§ **Work to complete**:
Write the records below out again word for word, with the pictures removed.

= = = = =

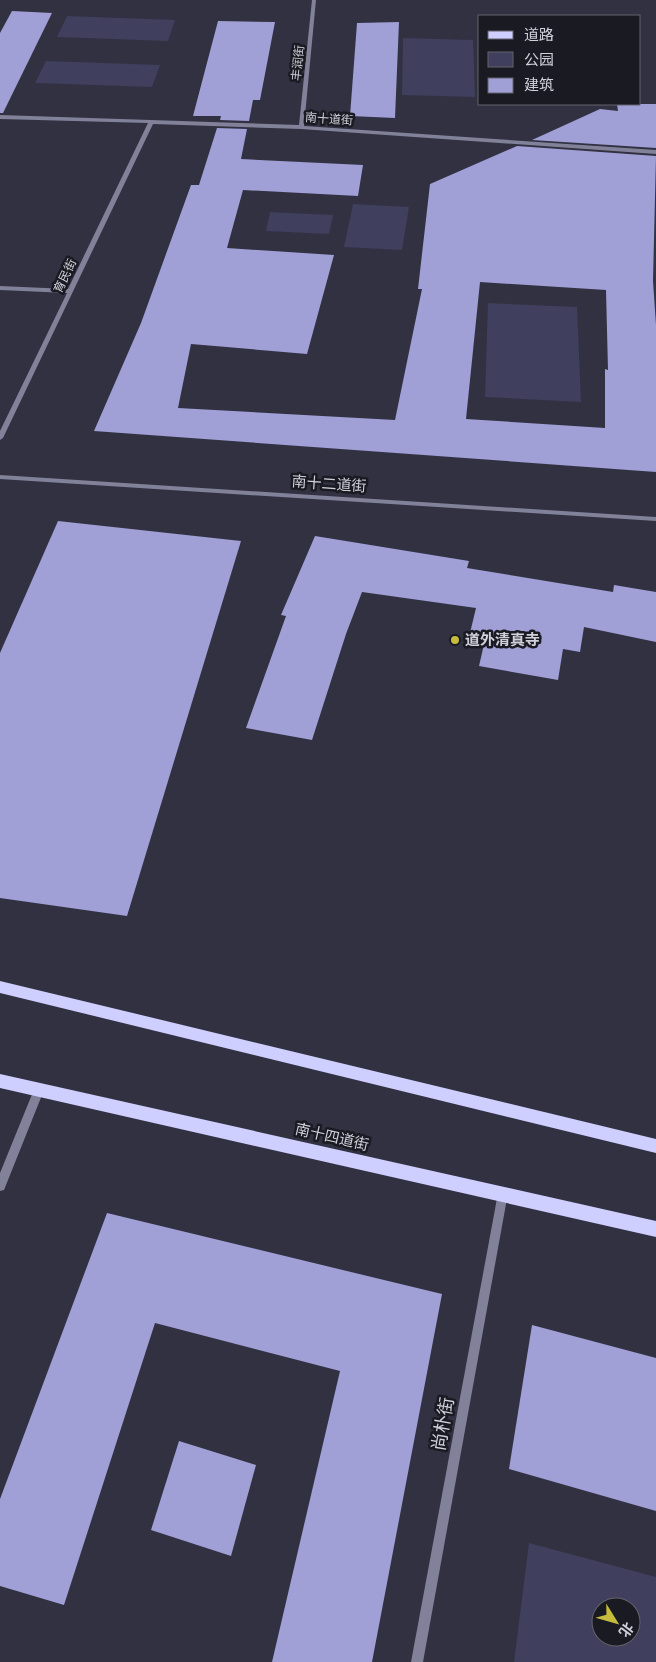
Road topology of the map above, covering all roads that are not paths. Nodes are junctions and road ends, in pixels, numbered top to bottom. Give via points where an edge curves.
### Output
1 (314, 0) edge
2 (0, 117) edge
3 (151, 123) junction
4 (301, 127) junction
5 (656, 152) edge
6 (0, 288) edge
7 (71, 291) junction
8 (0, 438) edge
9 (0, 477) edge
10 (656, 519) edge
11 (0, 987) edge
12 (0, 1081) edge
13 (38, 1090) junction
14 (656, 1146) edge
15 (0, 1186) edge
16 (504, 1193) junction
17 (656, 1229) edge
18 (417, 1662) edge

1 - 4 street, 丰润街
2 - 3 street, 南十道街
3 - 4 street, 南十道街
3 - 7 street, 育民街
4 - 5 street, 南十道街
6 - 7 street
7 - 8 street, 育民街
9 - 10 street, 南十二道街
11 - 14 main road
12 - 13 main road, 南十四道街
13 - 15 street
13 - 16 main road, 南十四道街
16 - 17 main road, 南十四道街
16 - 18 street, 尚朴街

= = = = =

§ **Your solution**:
Road topology of the map above, covering all roads that are not paths. Nodes are junctions and road ends, in pixels, numbered top to bottom. Give via points where an edge curves.
### Output
1 (314, 0) edge
2 (0, 117) edge
3 (151, 123) junction
4 (301, 127) junction
5 (656, 152) edge
6 (0, 288) edge
7 (71, 291) junction
8 (0, 438) edge
9 (0, 477) edge
10 (656, 519) edge
11 (0, 987) edge
12 (0, 1081) edge
13 (38, 1090) junction
14 (656, 1146) edge
15 (0, 1186) edge
16 (504, 1193) junction
17 (656, 1229) edge
18 (417, 1662) edge

1 - 4 street, 丰润街
2 - 3 street, 南十道街
3 - 4 street, 南十道街
3 - 7 street, 育民街
4 - 5 street, 南十道街
6 - 7 street
7 - 8 street, 育民街
9 - 10 street, 南十二道街
11 - 14 main road
12 - 13 main road, 南十四道街
13 - 15 street
13 - 16 main road, 南十四道街
16 - 17 main road, 南十四道街
16 - 18 street, 尚朴街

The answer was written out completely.